When you Google a list of commemorative months, a range of options will appear: February as Black History Month, March as Women’s History Month and October as Breast Cancer Awareness Month, among others. In addition to these recognizable titles, you may find out that January is Stalking Awareness Month and July is National Ice Cream Month.
Since the majority of us do not scroll through the list and mark our calendars, most of these awareness campaigns will go unnoticed. Although we may be able to let July pass without celebrating the advent of ice cream, some of the lesser-known awareness months deserve more attention.
In particular, the arrival of April calls our attention toward Sexual Assault Awareness. Often viewed through a distorted lens, sexual assault survivors face a significant amount of misunderstanding and stigmatization that leaves them feeling isolated. Forced into a position of silence, survivors become victims of shame once more due to the cultural taboo surrounding their experience.
Rather than continuing this cycle of shame and silence, the international nonprofit organization Red My Lips calls for awareness and activism. The organization seeks to provide a voice to sexual assault survivors by engaging their supporters, which they proudly call Warriors, in a month long campaign.
Throughout April, Red My Lips asks Warriors to wear red lipstick in order to raise awareness about sexual violence and speak out against victim-blaming. The campaign’s motto, “This is not about vanity. It’s about visibility,” indicates an effort to give a voice to the otherwise potentially voiceless survivors of sexual assault.
Rather than continuously placing blame on the victim’s clothing, intoxication or appearance, it is imperative to erase these misconceptions.
The third annual Red My Lips campaign uses red lipstick as a weapon to combat these rape myths and correctly assign blame to rapists.

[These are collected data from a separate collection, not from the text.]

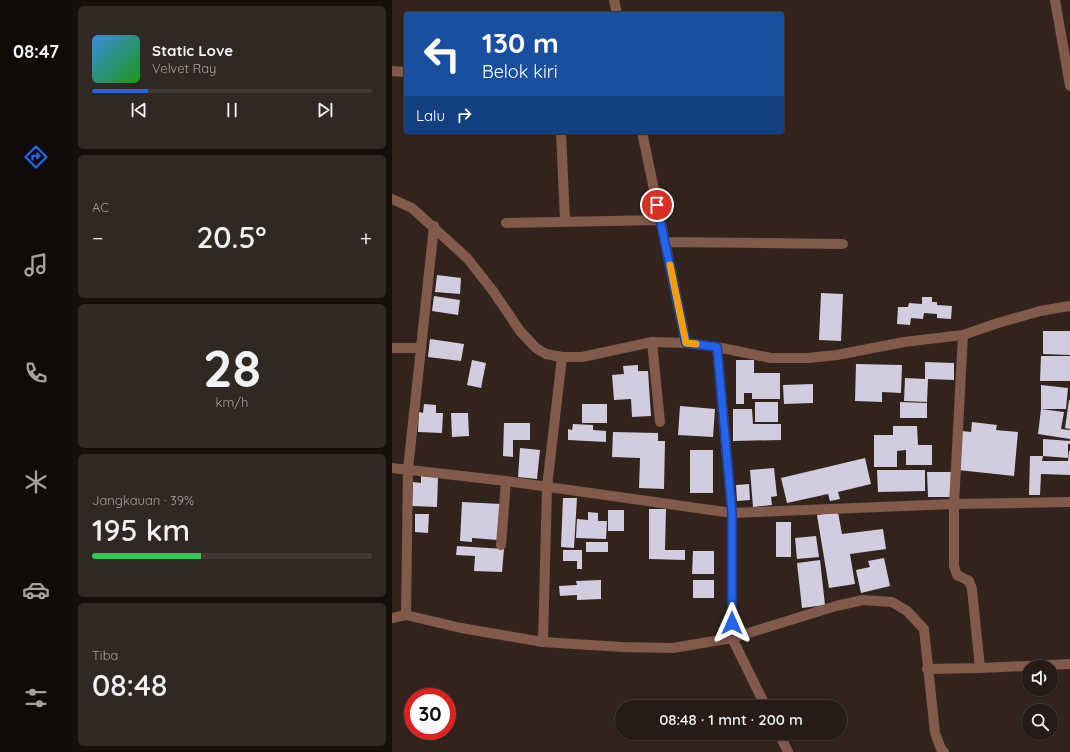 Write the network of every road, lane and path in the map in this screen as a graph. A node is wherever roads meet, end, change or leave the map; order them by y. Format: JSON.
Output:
{"nodes":[{"id":1,"x":614,"y":0,"type":"edge"},
{"id":2,"x":1055,"y":0,"type":"edge"},
{"id":3,"x":617,"y":12,"type":"edge"},
{"id":4,"x":392,"y":71,"type":"edge"},
{"id":5,"x":404,"y":72,"type":"edge"},
{"id":6,"x":1070,"y":86,"type":"edge"},
{"id":7,"x":561,"y":134,"type":"edge"},
{"id":8,"x":642,"y":134,"type":"edge"},
{"id":9,"x":392,"y":199,"type":"edge"},
{"id":10,"x":660,"y":220,"type":"junction"},
{"id":11,"x":565,"y":221,"type":"junction"},
{"id":12,"x":506,"y":223,"type":"dead end"},
{"id":13,"x":434,"y":226,"type":"junction"},
{"id":14,"x":665,"y":242,"type":"junction"},
{"id":15,"x":842,"y":244,"type":"dead end"},
{"id":16,"x":1070,"y":306,"type":"edge"},
{"id":17,"x":963,"y":335,"type":"junction"},
{"id":18,"x":652,"y":342,"type":"junction"},
{"id":19,"x":686,"y":343,"type":"junction"},
{"id":20,"x":717,"y":347,"type":"junction"},
{"id":21,"x":392,"y":348,"type":"edge"},
{"id":22,"x":421,"y":348,"type":"junction"},
{"id":23,"x":562,"y":357,"type":"junction"},
{"id":24,"x":660,"y":422,"type":"dead end"},
{"id":25,"x":392,"y":468,"type":"edge"},
{"id":26,"x":408,"y":469,"type":"junction"},
{"id":27,"x":506,"y":481,"type":"junction"},
{"id":28,"x":547,"y":487,"type":"junction"},
{"id":29,"x":1070,"y":502,"type":"edge"},
{"id":30,"x":954,"y":504,"type":"junction"},
{"id":31,"x":732,"y":513,"type":"junction"},
{"id":32,"x":501,"y":545,"type":"dead end"},
{"id":33,"x":406,"y":615,"type":"junction"},
{"id":34,"x":392,"y":618,"type":"edge"},
{"id":35,"x":732,"y":638,"type":"junction"},
{"id":36,"x":543,"y":642,"type":"junction"},
{"id":37,"x":1070,"y":664,"type":"edge"},
{"id":38,"x":980,"y":668,"type":"junction"},
{"id":39,"x":927,"y":669,"type":"junction"},
{"id":40,"x":763,"y":700,"type":"edge"},
{"id":41,"x":782,"y":740,"type":"edge"},
{"id":42,"x":788,"y":752,"type":"edge"},
{"id":43,"x":944,"y":752,"type":"edge"}],
"edges":[{"from":1,"to":3,"type":"street"},
{"from":2,"to":6,"type":"street"},
{"from":4,"to":5,"type":"street"},
{"from":7,"to":11,"type":"street"},
{"from":8,"to":10,"type":"street"},
{"from":9,"to":13,"type":"street"},
{"from":10,"to":11,"type":"street"},
{"from":10,"to":14,"type":"street"},
{"from":11,"to":12,"type":"street"},
{"from":13,"to":22,"type":"street"},
{"from":13,"to":23,"type":"street"},
{"from":14,"to":15,"type":"street"},
{"from":14,"to":19,"type":"street"},
{"from":16,"to":17,"type":"street"},
{"from":17,"to":20,"type":"street"},
{"from":17,"to":30,"type":"street"},
{"from":18,"to":19,"type":"street"},
{"from":18,"to":23,"type":"street"},
{"from":18,"to":24,"type":"street"},
{"from":19,"to":20,"type":"street"},
{"from":20,"to":31,"type":"street"},
{"from":21,"to":22,"type":"street"},
{"from":22,"to":26,"type":"street"},
{"from":23,"to":28,"type":"street"},
{"from":25,"to":26,"type":"street"},
{"from":26,"to":27,"type":"street"},
{"from":26,"to":33,"type":"street"},
{"from":27,"to":28,"type":"street"},
{"from":27,"to":32,"type":"street"},
{"from":28,"to":31,"type":"street"},
{"from":28,"to":36,"type":"street"},
{"from":29,"to":30,"type":"street"},
{"from":30,"to":31,"type":"street"},
{"from":30,"to":38,"type":"street"},
{"from":31,"to":35,"type":"street"},
{"from":33,"to":34,"type":"street"},
{"from":33,"to":36,"type":"street"},
{"from":35,"to":36,"type":"street"},
{"from":35,"to":39,"type":"street"},
{"from":35,"to":40,"type":"street"},
{"from":37,"to":38,"type":"street"},
{"from":38,"to":39,"type":"street"},
{"from":39,"to":43,"type":"street"},
{"from":41,"to":42,"type":"street"}]}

Supporters combine red lips and personal sentiments as their profile pictures with links to the event Facebook page and general website.
Further, the campaign seeks to demonstrate solidarity and support for all survivors, regardless of gender or sexual identity. Red My Lips accentuates the idea that sexual violence is not solely a women’s issue, but “a human issue”—one that affects all of us. Although Warriors are asked to wear red lipstick, the campaign is not meant to stereotype women nor is participation limited to just women.
In order to make the campaign relatable to both genders, a list of alternative signs of participation are offered. Supporters are encouraged to print the Red My Lips logo and adhere it to their car windshield, a gender-neutral gesture.
Ultimately, the most important element of demonstration is employing the symbolic red color to incite dialogue about sexual violence. This last component of the campaign resonates with recent efforts at Boston College to increase open conversation on campus about sexual assault.
Unfortunately, BC students are not exempt from the occurrence of sexual violence and its traumatic effects. Rather than burying this issue to the point of invisibility, BC students must continue the trend of actively engaging in informed dialogue.
Embracing a movement such as the one initiated by Red My Lips can create a climate on BC’s campus that allows all students to feel comfortable, unashamed, and supported in confronting their past. This campaign does not have to end at the conclusion of April, but rather should serve as a springboard for further support on campuses across the nation.
BC’s efforts to raise awareness about sexual assault have transcended previous limits imposed by cultural taboos. These strides have culminated in mandatory awareness programs such as Bystander Intervention as well as supplementary initiatives such as BC CARE Week.
Riding the same tide as these efforts, the Red My Lips campaign raises awareness regarding sexual violence and the stigma it incurs for its targets. Throughout the month of April, continue to embrace this important movement by proudly applying a fresh coat of red lipstick or donning a red t-shirt.